Dataset items:
···

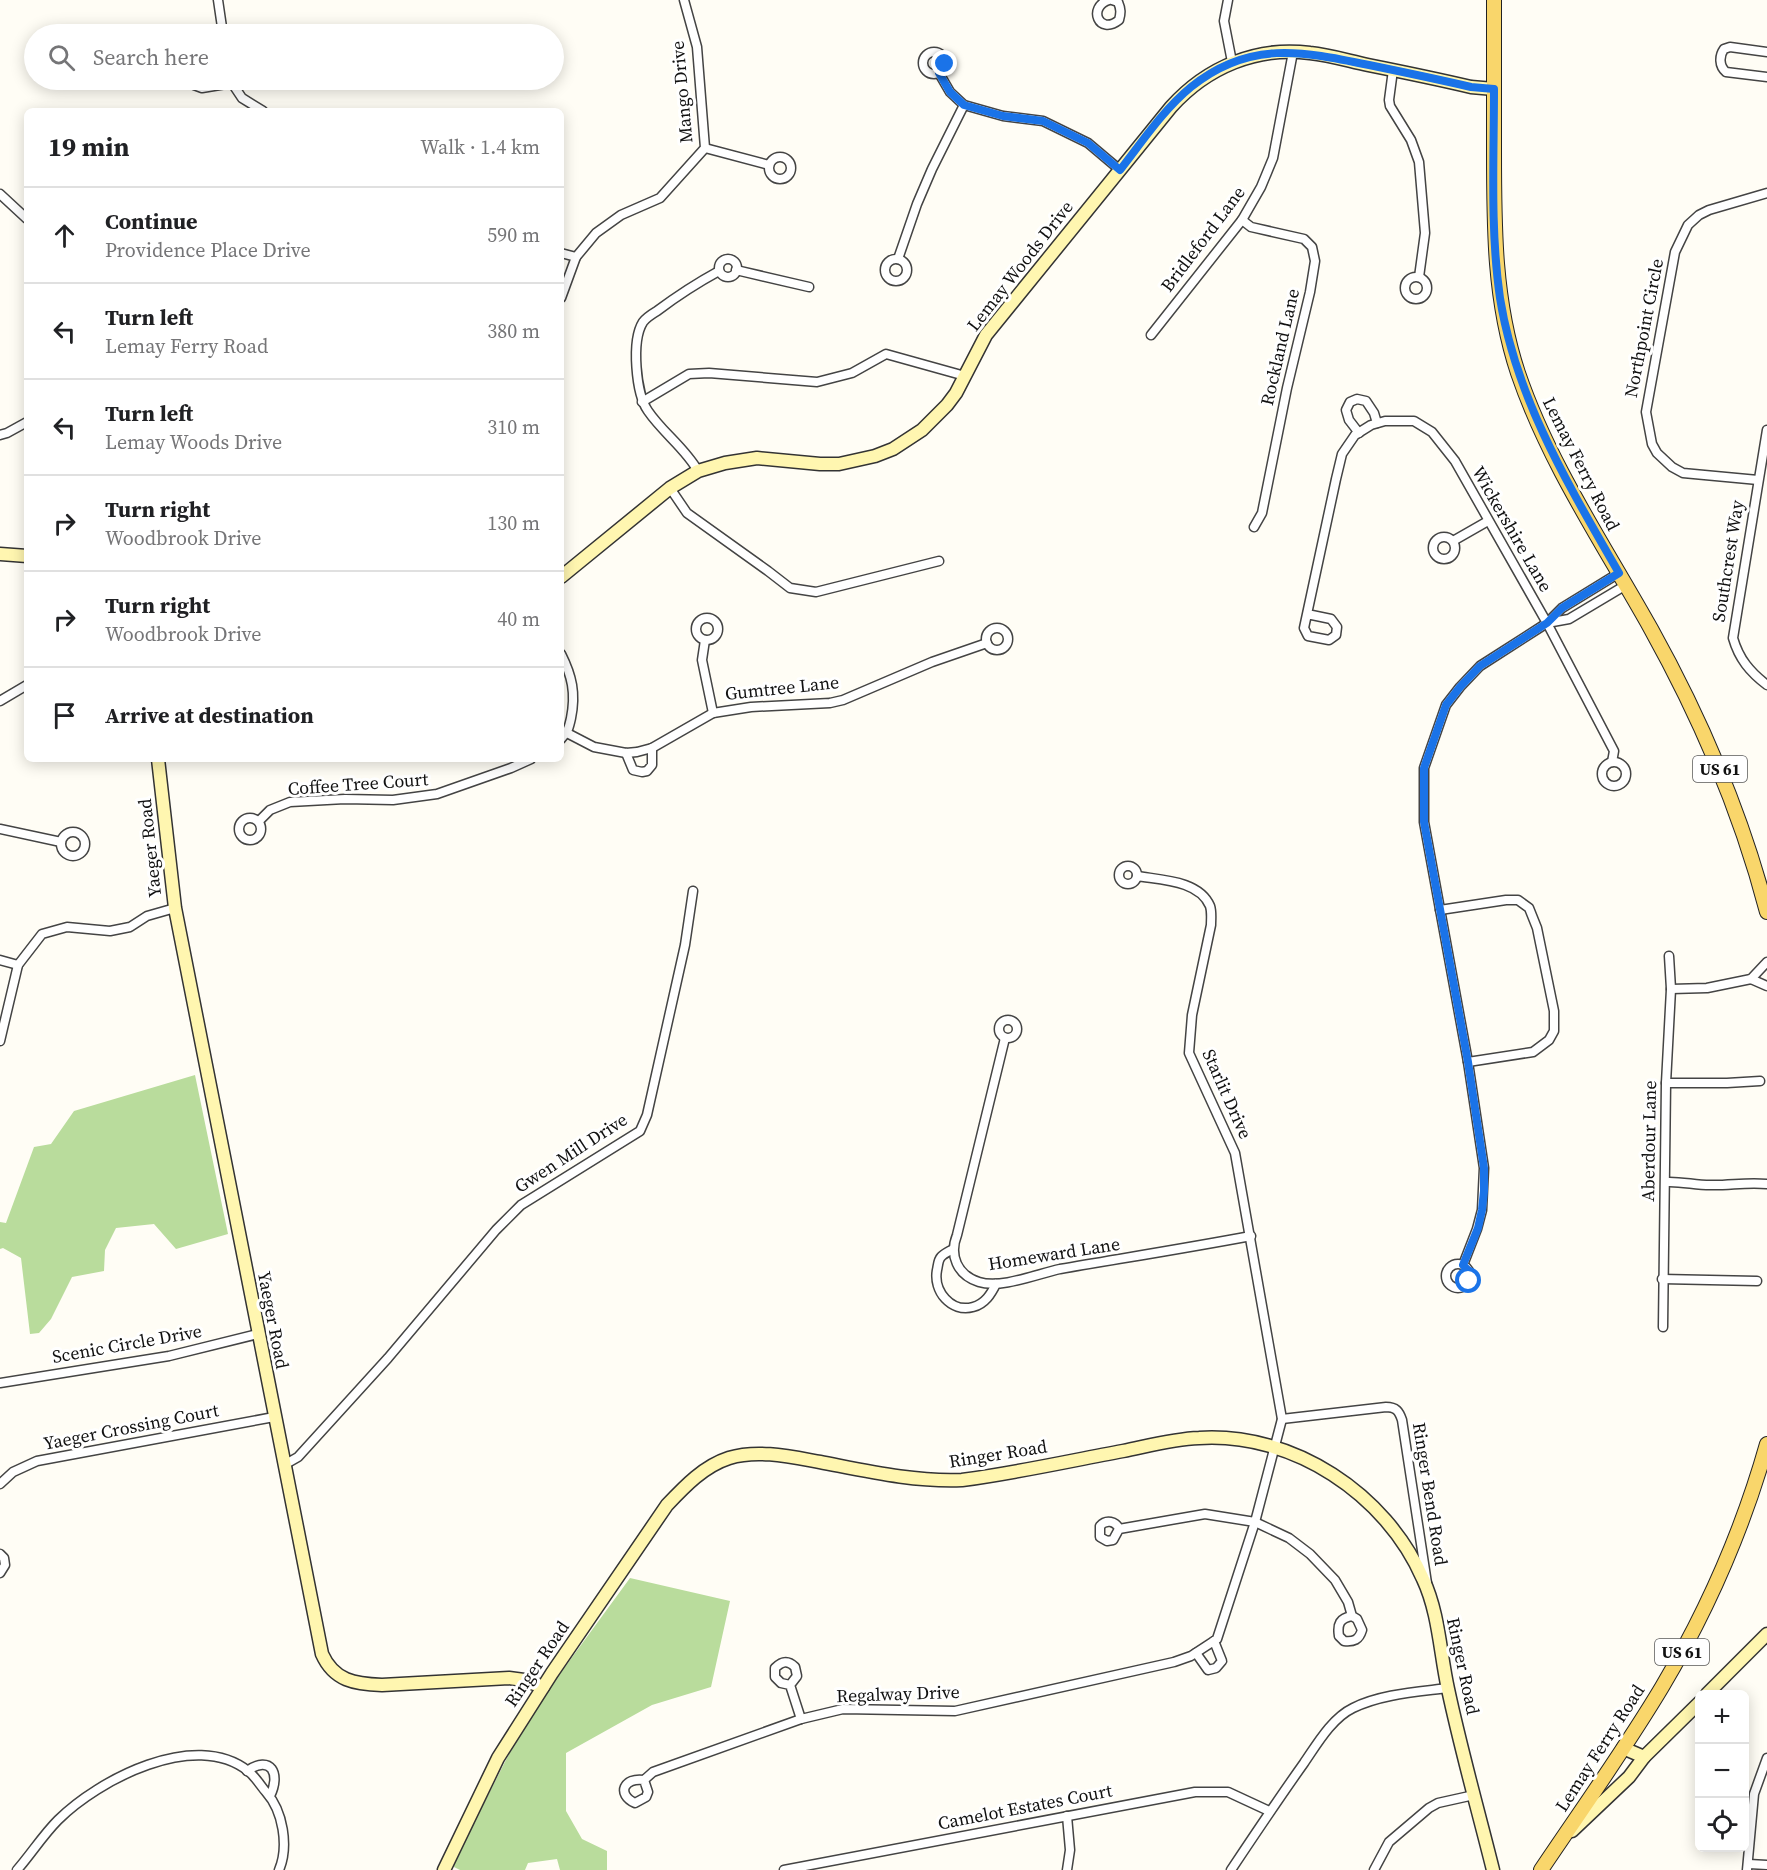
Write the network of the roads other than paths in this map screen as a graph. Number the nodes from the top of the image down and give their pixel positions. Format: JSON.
{"nodes":[{"id":1,"x":218,"y":0,"type":"edge"},
{"id":2,"x":684,"y":0,"type":"edge"},
{"id":3,"x":1228,"y":0,"type":"edge"},
{"id":4,"x":1494,"y":0,"type":"edge"},
{"id":5,"x":222,"y":24,"type":"edge"},
{"id":6,"x":1293,"y":52,"type":"junction"},
{"id":7,"x":1767,"y":52,"type":"edge"},
{"id":8,"x":1232,"y":63,"type":"junction"},
{"id":9,"x":1393,"y":70,"type":"junction"},
{"id":10,"x":939,"y":73,"type":"dead end"},
{"id":11,"x":1767,"y":77,"type":"edge"},
{"id":12,"x":1494,"y":89,"type":"junction"},
{"id":13,"x":237,"y":90,"type":"edge"},
{"id":14,"x":964,"y":105,"type":"junction"},
{"id":15,"x":258,"y":108,"type":"edge"},
{"id":16,"x":705,"y":148,"type":"junction"},
{"id":17,"x":769,"y":165,"type":"dead end"},
{"id":18,"x":1120,"y":170,"type":"junction"},
{"id":19,"x":1767,"y":193,"type":"edge"},
{"id":20,"x":0,"y":194,"type":"edge"},
{"id":21,"x":24,"y":216,"type":"edge"},
{"id":22,"x":1242,"y":220,"type":"junction"},
{"id":23,"x":564,"y":254,"type":"edge"},
{"id":24,"x":576,"y":257,"type":"junction"},
{"id":25,"x":898,"y":259,"type":"dead end"},
{"id":26,"x":736,"y":270,"type":"junction"},
{"id":27,"x":719,"y":271,"type":"junction"},
{"id":28,"x":1419,"y":277,"type":"dead end"},
{"id":29,"x":809,"y":287,"type":"dead end"},
{"id":30,"x":564,"y":290,"type":"edge"},
{"id":31,"x":1151,"y":335,"type":"dead end"},
{"id":32,"x":965,"y":376,"type":"junction"},
{"id":33,"x":642,"y":402,"type":"junction"},
{"id":34,"x":24,"y":423,"type":"edge"},
{"id":35,"x":1377,"y":423,"type":"junction"},
{"id":36,"x":1767,"y":430,"type":"edge"},
{"id":37,"x":1359,"y":433,"type":"junction"},
{"id":38,"x":0,"y":435,"type":"edge"},
{"id":39,"x":698,"y":471,"type":"junction"},
{"id":40,"x":1758,"y":480,"type":"junction"},
{"id":41,"x":669,"y":488,"type":"junction"},
{"id":42,"x":1488,"y":521,"type":"junction"},
{"id":43,"x":1254,"y":527,"type":"dead end"},
{"id":44,"x":1453,"y":541,"type":"dead end"},
{"id":45,"x":0,"y":554,"type":"edge"},
{"id":46,"x":24,"y":556,"type":"edge"},
{"id":47,"x":939,"y":561,"type":"dead end"},
{"id":48,"x":564,"y":575,"type":"edge"},
{"id":49,"x":1623,"y":579,"type":"junction"},
{"id":50,"x":1307,"y":614,"type":"dead end"},
{"id":51,"x":1547,"y":623,"type":"junction"},
{"id":52,"x":705,"y":640,"type":"dead end"},
{"id":53,"x":987,"y":643,"type":"dead end"},
{"id":54,"x":564,"y":660,"type":"edge"},
{"id":55,"x":1767,"y":685,"type":"edge"},
{"id":56,"x":24,"y":687,"type":"edge"},
{"id":57,"x":0,"y":701,"type":"edge"},
{"id":58,"x":712,"y":713,"type":"junction"},
{"id":59,"x":564,"y":736,"type":"edge"},
{"id":60,"x":651,"y":748,"type":"junction"},
{"id":61,"x":626,"y":753,"type":"junction"},
{"id":62,"x":158,"y":762,"type":"edge"},
{"id":63,"x":524,"y":762,"type":"edge"},
{"id":64,"x":1612,"y":762,"type":"dead end"},
{"id":65,"x":259,"y":821,"type":"dead end"},
{"id":66,"x":0,"y":829,"type":"edge"},
{"id":67,"x":61,"y":842,"type":"dead end"},
{"id":68,"x":1137,"y":876,"type":"dead end"},
{"id":69,"x":693,"y":891,"type":"dead end"},
{"id":70,"x":175,"y":908,"type":"junction"},
{"id":71,"x":1440,"y":910,"type":"junction"},
{"id":72,"x":1767,"y":912,"type":"edge"},
{"id":73,"x":1669,"y":956,"type":"dead end"},
{"id":74,"x":0,"y":960,"type":"edge"},
{"id":75,"x":1767,"y":962,"type":"edge"},
{"id":76,"x":18,"y":965,"type":"junction"},
{"id":77,"x":1751,"y":979,"type":"junction"},
{"id":78,"x":1767,"y":986,"type":"edge"},
{"id":79,"x":1671,"y":989,"type":"junction"},
{"id":80,"x":1005,"y":1038,"type":"dead end"},
{"id":81,"x":0,"y":1041,"type":"edge"},
{"id":82,"x":1468,"y":1062,"type":"junction"},
{"id":83,"x":1760,"y":1081,"type":"dead end"},
{"id":84,"x":1666,"y":1083,"type":"junction"},
{"id":85,"x":1666,"y":1182,"type":"junction"},
{"id":86,"x":1767,"y":1184,"type":"edge"},
{"id":87,"x":1251,"y":1236,"type":"junction"},
{"id":88,"x":953,"y":1249,"type":"junction"},
{"id":89,"x":1463,"y":1265,"type":"dead end"},
{"id":90,"x":1662,"y":1279,"type":"junction"},
{"id":91,"x":1757,"y":1281,"type":"dead end"},
{"id":92,"x":996,"y":1284,"type":"junction"},
{"id":93,"x":1663,"y":1327,"type":"dead end"},
{"id":94,"x":258,"y":1334,"type":"junction"},
{"id":95,"x":0,"y":1383,"type":"edge"},
{"id":96,"x":274,"y":1417,"type":"junction"},
{"id":97,"x":1282,"y":1419,"type":"junction"},
{"id":98,"x":1767,"y":1444,"type":"edge"},
{"id":99,"x":1276,"y":1448,"type":"junction"},
{"id":100,"x":284,"y":1465,"type":"junction"},
{"id":101,"x":0,"y":1484,"type":"edge"},
{"id":102,"x":1255,"y":1522,"type":"junction"},
{"id":103,"x":1119,"y":1529,"type":"dead end"},
{"id":104,"x":0,"y":1554,"type":"edge"},
{"id":105,"x":0,"y":1573,"type":"edge"},
{"id":106,"x":1428,"y":1592,"type":"junction"},
{"id":107,"x":1352,"y":1616,"type":"dead end"},
{"id":108,"x":1767,"y":1634,"type":"edge"},
{"id":109,"x":1214,"y":1641,"type":"junction"},
{"id":110,"x":1196,"y":1653,"type":"junction"},
{"id":111,"x":790,"y":1685,"type":"dead end"},
{"id":112,"x":543,"y":1687,"type":"junction"},
{"id":113,"x":1448,"y":1688,"type":"junction"},
{"id":114,"x":1712,"y":1690,"type":"edge"},
{"id":115,"x":1695,"y":1707,"type":"edge"},
{"id":116,"x":801,"y":1719,"type":"junction"},
{"id":117,"x":1623,"y":1748,"type":"junction"},
{"id":118,"x":1644,"y":1757,"type":"junction"},
{"id":119,"x":1767,"y":1758,"type":"edge"},
{"id":120,"x":247,"y":1771,"type":"junction"},
{"id":121,"x":644,"y":1780,"type":"dead end"},
{"id":122,"x":1474,"y":1795,"type":"junction"},
{"id":123,"x":270,"y":1796,"type":"junction"},
{"id":124,"x":1269,"y":1811,"type":"junction"},
{"id":125,"x":1067,"y":1816,"type":"junction"},
{"id":126,"x":1560,"y":1842,"type":"junction"},
{"id":127,"x":1767,"y":1865,"type":"edge"},
{"id":128,"x":1748,"y":1867,"type":"edge"},
{"id":129,"x":17,"y":1870,"type":"edge"},
{"id":130,"x":279,"y":1870,"type":"edge"},
{"id":131,"x":444,"y":1870,"type":"edge"},
{"id":132,"x":784,"y":1870,"type":"edge"},
{"id":133,"x":1067,"y":1870,"type":"edge"},
{"id":134,"x":1231,"y":1870,"type":"edge"},
{"id":135,"x":1374,"y":1870,"type":"edge"},
{"id":136,"x":1493,"y":1870,"type":"edge"},
{"id":137,"x":1541,"y":1870,"type":"edge"}],
"edges":[{"from":1,"to":5,"type":"street"},
{"from":2,"to":16,"type":"street","name":"Mango Drive"},
{"from":3,"to":8,"type":"street"},
{"from":4,"to":12,"type":"main road","name":"Lemay Ferry Road","number":"US 61"},
{"from":6,"to":8,"type":"street","name":"Lemay Woods Drive"},
{"from":6,"to":9,"type":"street","name":"Lemay Woods Drive"},
{"from":6,"to":22,"type":"street","name":"Bridleford Lane"},
{"from":7,"to":11,"type":"street"},
{"from":8,"to":18,"type":"street","name":"Lemay Woods Drive"},
{"from":9,"to":12,"type":"street","name":"Lemay Woods Drive"},
{"from":9,"to":28,"type":"street"},
{"from":10,"to":14,"type":"street"},
{"from":12,"to":49,"type":"main road","name":"Lemay Ferry Road","number":"US 61"},
{"from":13,"to":15,"type":"street"},
{"from":14,"to":18,"type":"street"},
{"from":14,"to":25,"type":"street"},
{"from":16,"to":17,"type":"street"},
{"from":16,"to":24,"type":"street","name":"Mango Drive"},
{"from":18,"to":32,"type":"street","name":"Lemay Woods Drive"},
{"from":19,"to":40,"type":"street","name":"Northpoint Circle"},
{"from":20,"to":21,"type":"street"},
{"from":22,"to":31,"type":"street","name":"Bridleford Lane"},
{"from":22,"to":43,"type":"street","name":"Rockland Lane"},
{"from":23,"to":24,"type":"street"},
{"from":24,"to":30,"type":"street","name":"Mango Drive"},
{"from":26,"to":27,"type":"street"},
{"from":26,"to":27,"type":"street"},
{"from":26,"to":29,"type":"street"},
{"from":27,"to":33,"type":"street"},
{"from":32,"to":33,"type":"street"},
{"from":32,"to":39,"type":"street","name":"Lemay Woods Drive"},
{"from":33,"to":39,"type":"street"},
{"from":34,"to":38,"type":"street"},
{"from":35,"to":37,"type":"street","name":"Wickershire Lane"},
{"from":35,"to":37,"type":"street"},
{"from":35,"to":42,"type":"street","name":"Wickershire Lane"},
{"from":36,"to":40,"type":"street","name":"Southcrest Way"},
{"from":37,"to":50,"type":"street","name":"Wickershire Lane"},
{"from":39,"to":41,"type":"street","name":"Lemay Woods Drive"},
{"from":40,"to":55,"type":"street","name":"Southcrest Way"},
{"from":41,"to":47,"type":"street"},
{"from":41,"to":48,"type":"street","name":"Lemay Woods Drive"},
{"from":42,"to":44,"type":"street"},
{"from":42,"to":51,"type":"street","name":"Wickershire Lane"},
{"from":45,"to":46,"type":"street"},
{"from":49,"to":51,"type":"street"},
{"from":49,"to":51,"type":"street"},
{"from":49,"to":72,"type":"main road","name":"Lemay Ferry Road","number":"US 61"},
{"from":51,"to":64,"type":"street","name":"Wickershire Lane"},
{"from":51,"to":71,"type":"street"},
{"from":52,"to":58,"type":"street"},
{"from":53,"to":58,"type":"street","name":"Gumtree Lane"},
{"from":54,"to":59,"type":"street"},
{"from":56,"to":57,"type":"street"},
{"from":58,"to":60,"type":"street","name":"Gumtree Lane"},
{"from":59,"to":61,"type":"street","name":"Gumtree Lane"},
{"from":60,"to":61,"type":"street","name":"Gumtree Lane"},
{"from":60,"to":61,"type":"street"},
{"from":62,"to":70,"type":"street","name":"Yaeger Road"},
{"from":63,"to":65,"type":"street","name":"Coffee Tree Court"},
{"from":66,"to":67,"type":"street"},
{"from":68,"to":87,"type":"street","name":"Starlit Drive"},
{"from":69,"to":100,"type":"street","name":"Gwen Mill Drive"},
{"from":70,"to":76,"type":"street"},
{"from":70,"to":94,"type":"street","name":"Yaeger Road"},
{"from":71,"to":82,"type":"street"},
{"from":71,"to":82,"type":"street"},
{"from":73,"to":79,"type":"street","name":"Aberdour Lane"},
{"from":74,"to":76,"type":"street"},
{"from":75,"to":77,"type":"street"},
{"from":76,"to":81,"type":"street"},
{"from":77,"to":78,"type":"street"},
{"from":77,"to":79,"type":"street"},
{"from":79,"to":84,"type":"street","name":"Aberdour Lane"},
{"from":80,"to":88,"type":"street"},
{"from":82,"to":89,"type":"street"},
{"from":83,"to":84,"type":"street"},
{"from":84,"to":85,"type":"street","name":"Aberdour Lane"},
{"from":85,"to":86,"type":"street"},
{"from":85,"to":90,"type":"street","name":"Aberdour Lane"},
{"from":87,"to":92,"type":"street","name":"Homeward Lane"},
{"from":87,"to":97,"type":"street","name":"Starlit Drive"},
{"from":88,"to":92,"type":"street","name":"Homeward Lane"},
{"from":88,"to":92,"type":"street"},
{"from":90,"to":91,"type":"street"},
{"from":90,"to":93,"type":"street","name":"Aberdour Lane"},
{"from":94,"to":95,"type":"street","name":"Scenic Circle Drive"},
{"from":94,"to":96,"type":"street","name":"Yaeger Road"},
{"from":96,"to":100,"type":"street","name":"Yaeger Road"},
{"from":96,"to":101,"type":"street","name":"Yaeger Crossing Court"},
{"from":97,"to":99,"type":"street","name":"Starlit Drive"},
{"from":97,"to":106,"type":"street","name":"Ringer Bend Road"},
{"from":98,"to":117,"type":"main road","name":"Lemay Ferry Road","number":"US 61"},
{"from":99,"to":102,"type":"street"},
{"from":99,"to":106,"type":"street","name":"Ringer Road"},
{"from":99,"to":112,"type":"street","name":"Ringer Road"},
{"from":100,"to":112,"type":"street","name":"Yaeger Road"},
{"from":102,"to":103,"type":"street"},
{"from":102,"to":107,"type":"street"},
{"from":102,"to":109,"type":"street"},
{"from":104,"to":105,"type":"street"},
{"from":106,"to":113,"type":"street","name":"Ringer Road"},
{"from":108,"to":114,"type":"street"},
{"from":109,"to":110,"type":"street","name":"Regalway Drive"},
{"from":109,"to":110,"type":"street"},
{"from":110,"to":116,"type":"street","name":"Regalway Drive"},
{"from":111,"to":116,"type":"street"},
{"from":112,"to":131,"type":"street","name":"Ringer Road"},
{"from":113,"to":122,"type":"street","name":"Ringer Road"},
{"from":113,"to":124,"type":"street"},
{"from":115,"to":118,"type":"street"},
{"from":116,"to":121,"type":"street","name":"Regalway Drive"},
{"from":117,"to":118,"type":"street"},
{"from":117,"to":126,"type":"main road","name":"Lemay Ferry Road","number":"US 61"},
{"from":118,"to":126,"type":"street"},
{"from":119,"to":128,"type":"street"},
{"from":120,"to":123,"type":"street"},
{"from":120,"to":123,"type":"street"},
{"from":120,"to":129,"type":"street"},
{"from":122,"to":135,"type":"street"},
{"from":122,"to":136,"type":"street","name":"Ringer Road"},
{"from":123,"to":130,"type":"street"},
{"from":124,"to":125,"type":"street","name":"Camelot Estates Court"},
{"from":124,"to":134,"type":"street"},
{"from":125,"to":132,"type":"street","name":"Camelot Estates Court"},
{"from":125,"to":133,"type":"street"},
{"from":126,"to":137,"type":"main road","name":"Lemay Ferry Road","number":"US 61"},
{"from":127,"to":128,"type":"street"}]}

···

● **Exercise directions**: Please return each line of the data above in which the word "Yaeger" occurs.

● **Exercise response**:
{"from":62,"to":70,"type":"street","name":"Yaeger Road"},
{"from":70,"to":94,"type":"street","name":"Yaeger Road"},
{"from":94,"to":96,"type":"street","name":"Yaeger Road"},
{"from":96,"to":100,"type":"street","name":"Yaeger Road"},
{"from":96,"to":101,"type":"street","name":"Yaeger Crossing Court"},
{"from":100,"to":112,"type":"street","name":"Yaeger Road"},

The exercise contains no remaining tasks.